Pathogenesis and Pathology


  • Some mutated microsatellite sequences are associated with cell growth genes, leading to a benign then malignant neoplastic polyp/carcinoma.
  • The MMR pathway of colon carcinogenesis is the 2nd-most common pathway of colorectal cancer (CRC), after the adenoma-carcinoma pathway of colon carcinogenesis.


  • Characteristics of CRCs arising via the MMR (MSI-H) pathway: tend to show more mucinous features and reactive tumor-infiltrating lymphocytes
  • Characteristics of endometrial carcinomas in LS: increased frequency of non-endometrioid carcinoma histologies
  • Slightly higher number of adenomatous polyps than the general population, but a higher rate of progression to CRC than typical polyps.
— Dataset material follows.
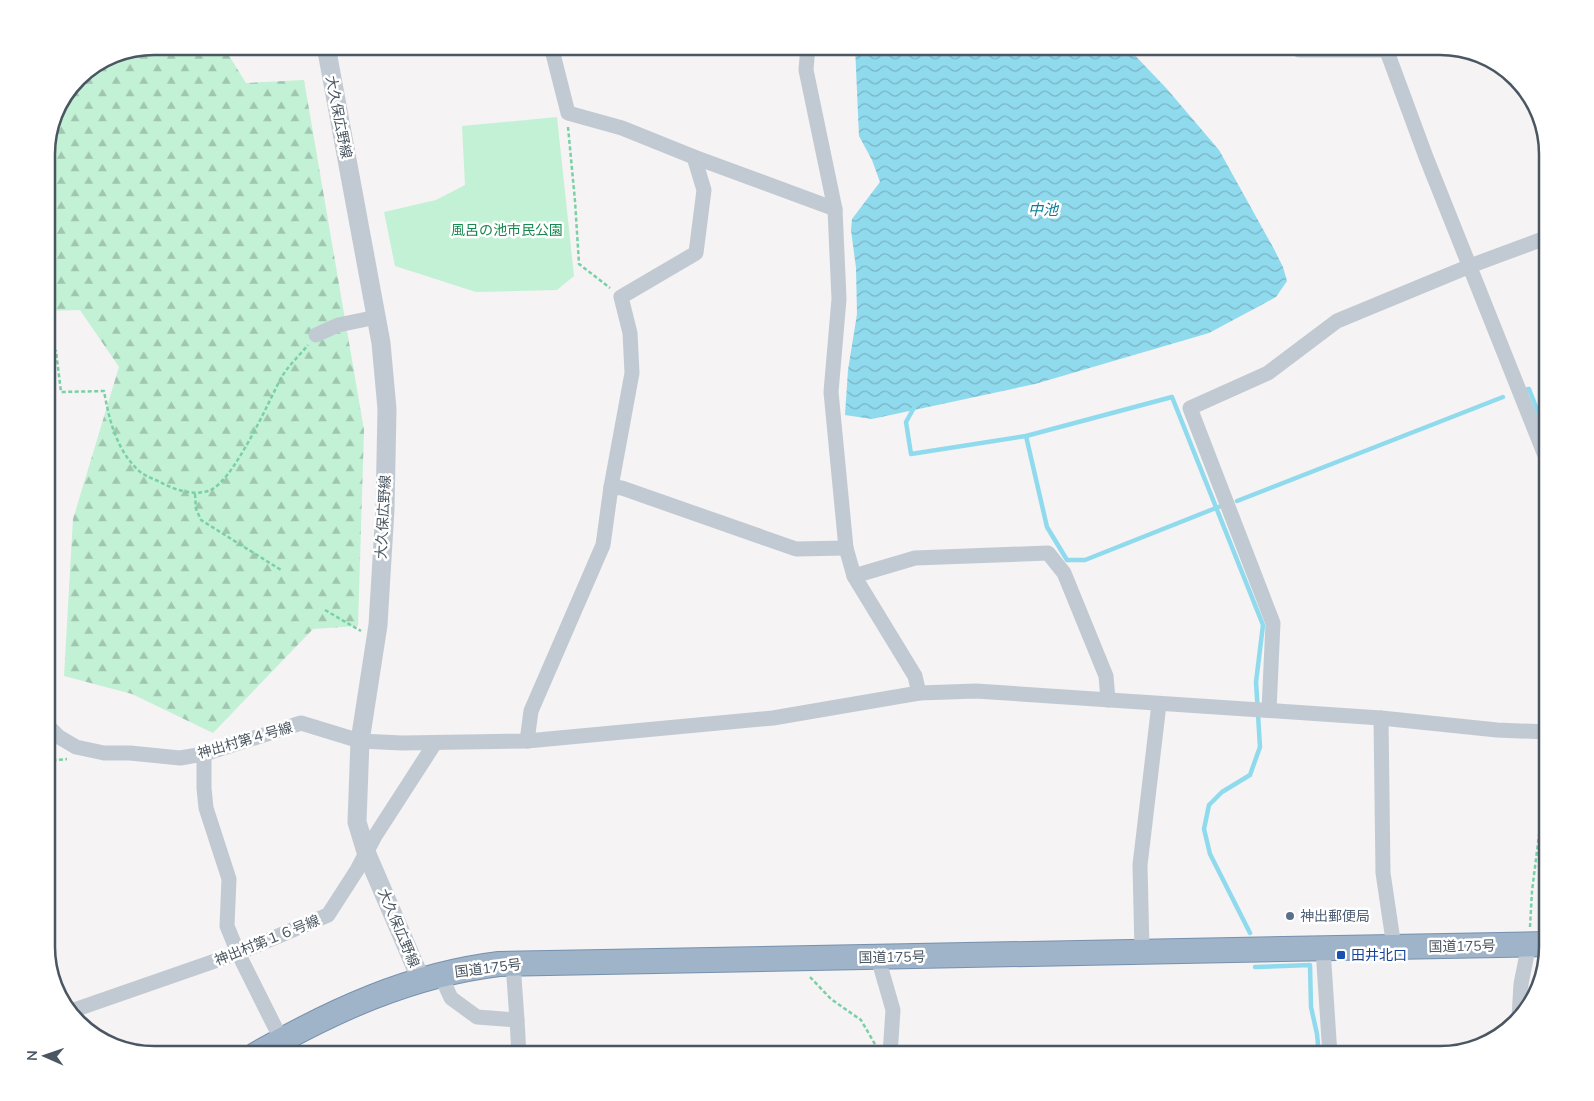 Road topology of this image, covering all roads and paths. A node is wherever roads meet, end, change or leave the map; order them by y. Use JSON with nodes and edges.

Clinical Presentation and Diagnosis

Clinical Presentation

  • Patients are asymptomatic until they develop malignancy.
  • Colorectal adenocarcinomas:
    • LS manifests with only a low or slightly higher-than-usual number of polyps.
    • Right-side carcinomas (more common): iron deficiency anemia due to bleeding
    • Left-sided carcinomas: changes in bowel habits or stool caliber
  • Endometrial carcinomas: abnormal endometrial bleeding


  • 1 or more germline mutations in the mismatch repair (MMR) genes or EPCAM gene are needed for a definitive diagnosis of Lynch syndrome.
  • 2 pathways are used to establish the diagnosis: Test the tumor first, or base testing on family history.
  • Suspect Lynch syndrome in any patient who has:
    • CRC prior to 50 years of age, or if more than 1 CRC
    • Endometrial carcinoma < 60 years of age
    • A 1st-degree relative with known LS 
    • Fulfilled accepted criteria for LS (Amsterdam criteria or Bethesda guidelines)
  • Amsterdam II criteria (poor sensitivity, suspect LS if the following criteria are met):
    • 3 or more relatives (at least 1 first-degree) have LS–associated cancers; familial adenomatous polyposis (FAP) excluded.
    • LS–associated cancers involving at least 2 generations
    • 1 or more cancers diagnosed before the age of 50 years
  • Bethesda guidelines, revised (better sensitivity and specificity than Amsterdam criteria):
    • CRC diagnosed < 50 years of age
    • 2 or more LS-associated cancers
    • CRC with MSI-H–like histology in patient < 60 years of age
    • CRC in patient with a 1st-degree relative with LS–associated cancer < 50 years
    • CRC in patient with 2 1st-degree relatives with LS–associated cancer, any age


Surveillance and screening tests

  • For CRC: annual colonoscopy starting at 20–25 years of age, or 2–5 years prior to the earliest age of CRC diagnosis in the family
  • For endometrial cancer: annual endometrial biopsy, starting at 30 years of age
  • Annual skin examinations to detect: sebaceous tumors (benign and malignant) and cutaneous keratoacanthomas associated with Muir-Torre syndrome (a variant of LS)
  • Reproductive counseling: LS patients of reproductive age should be offered carrier testing.

Surgical management

For CRC:

  • Total abdominal colectomy instead of segmental resection for CRC
  • If rectal cancer: total proctocolectomy

For endometrial cancer: 

  • Total abdominal hysterectomy and bilateral salpingo-oophorectomy (TAHBSO) if cancer diagnosed
  • Prophylactic TAHBSO when childbearing is complete

Medical management


  • Estrogen-progestin contraceptives reduce risk of endometrial and ovarian cancers
  • Aspirin: may reduce the risk of CRC 


  • Pembrolizumab or nivolumab 
  • Used in MSI-H–/MMR–deficient tumors

Differential Diagnosis

  • FAP: presents with hundreds of adenomatous polyps and typically results in CRC in the distal colon. Lynch syndrome typically manifests with CRC in the proximal colon and only a low number of polyps. Genetic testing can distinguish between the 2 conditions.
  • Familial colorectal cancer type X (FCCTX): Amsterdam I criteria are met but the tumors lack the MSI seen in LS. No increased risk of other LS–associated cancers.